- **Try it**
Would you please transcribe the records below exactly, leaving out the pictures?
[[ Source information open ]]
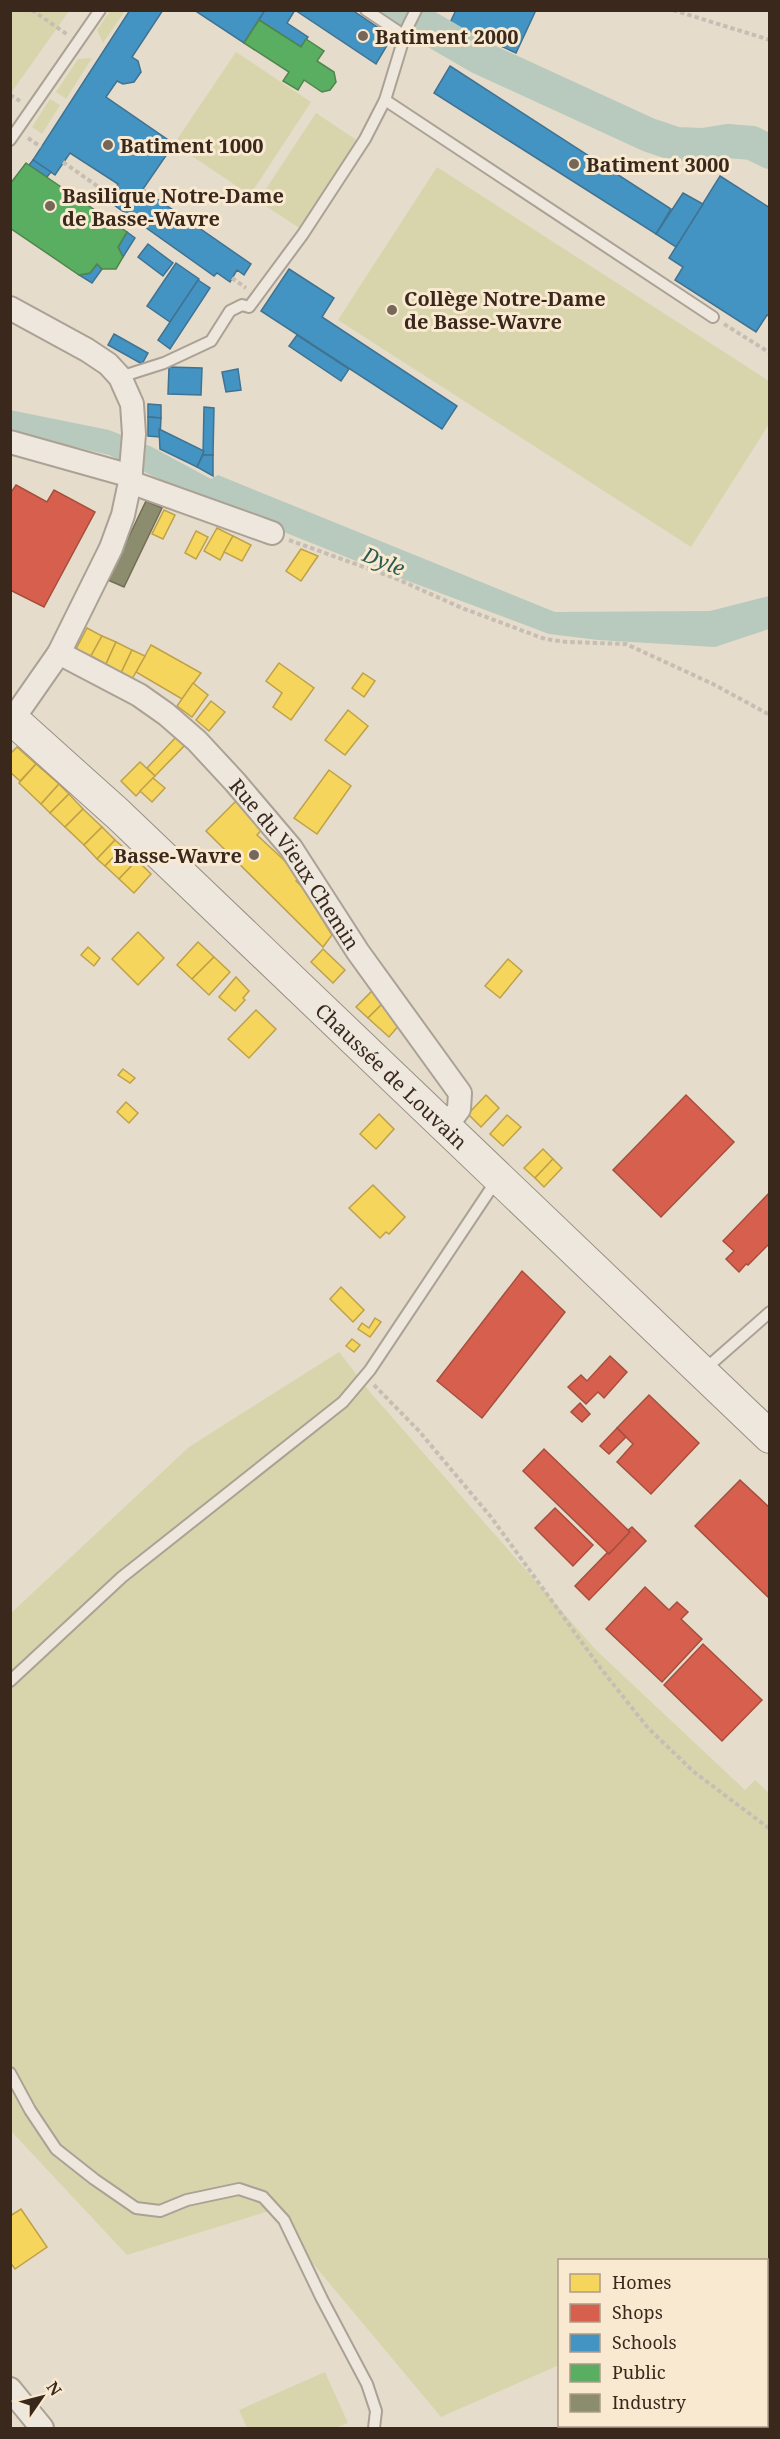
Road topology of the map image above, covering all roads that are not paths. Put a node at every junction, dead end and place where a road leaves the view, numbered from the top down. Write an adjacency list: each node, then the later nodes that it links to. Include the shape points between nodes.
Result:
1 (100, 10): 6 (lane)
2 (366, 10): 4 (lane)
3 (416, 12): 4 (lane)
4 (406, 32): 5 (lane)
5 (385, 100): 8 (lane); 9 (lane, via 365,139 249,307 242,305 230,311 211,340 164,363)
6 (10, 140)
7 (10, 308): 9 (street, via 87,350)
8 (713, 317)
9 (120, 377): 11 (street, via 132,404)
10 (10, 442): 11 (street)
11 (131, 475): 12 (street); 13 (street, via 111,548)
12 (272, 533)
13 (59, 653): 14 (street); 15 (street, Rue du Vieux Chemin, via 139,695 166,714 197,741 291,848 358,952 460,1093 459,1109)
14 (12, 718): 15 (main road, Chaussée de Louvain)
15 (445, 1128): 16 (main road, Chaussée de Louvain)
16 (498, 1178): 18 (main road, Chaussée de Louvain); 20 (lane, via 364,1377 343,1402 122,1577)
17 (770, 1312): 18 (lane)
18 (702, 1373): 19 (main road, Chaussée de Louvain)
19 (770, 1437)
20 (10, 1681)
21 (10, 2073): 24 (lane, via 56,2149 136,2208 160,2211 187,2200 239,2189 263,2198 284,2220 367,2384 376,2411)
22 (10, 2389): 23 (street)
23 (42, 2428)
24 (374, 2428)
[[ Source information closed ]]
- **Solution**
Road topology of the map image above, covering all roads that are not paths. Put a node at every junction, dead end and place where a road leaves the view, numbered from the top down. Write an adjacency list: each node, then the later nodes that it links to. Include the shape points between nodes.
Result:
1 (100, 10): 6 (lane)
2 (366, 10): 4 (lane)
3 (416, 12): 4 (lane)
4 (406, 32): 5 (lane)
5 (385, 100): 8 (lane); 9 (lane, via 365,139 249,307 242,305 230,311 211,340 164,363)
6 (10, 140)
7 (10, 308): 9 (street, via 87,350)
8 (713, 317)
9 (120, 377): 11 (street, via 132,404)
10 (10, 442): 11 (street)
11 (131, 475): 12 (street); 13 (street, via 111,548)
12 (272, 533)
13 (59, 653): 14 (street); 15 (street, Rue du Vieux Chemin, via 139,695 166,714 197,741 291,848 358,952 460,1093 459,1109)
14 (12, 718): 15 (main road, Chaussée de Louvain)
15 (445, 1128): 16 (main road, Chaussée de Louvain)
16 (498, 1178): 18 (main road, Chaussée de Louvain); 20 (lane, via 364,1377 343,1402 122,1577)
17 (770, 1312): 18 (lane)
18 (702, 1373): 19 (main road, Chaussée de Louvain)
19 (770, 1437)
20 (10, 1681)
21 (10, 2073): 24 (lane, via 56,2149 136,2208 160,2211 187,2200 239,2189 263,2198 284,2220 367,2384 376,2411)
22 (10, 2389): 23 (street)
23 (42, 2428)
24 (374, 2428)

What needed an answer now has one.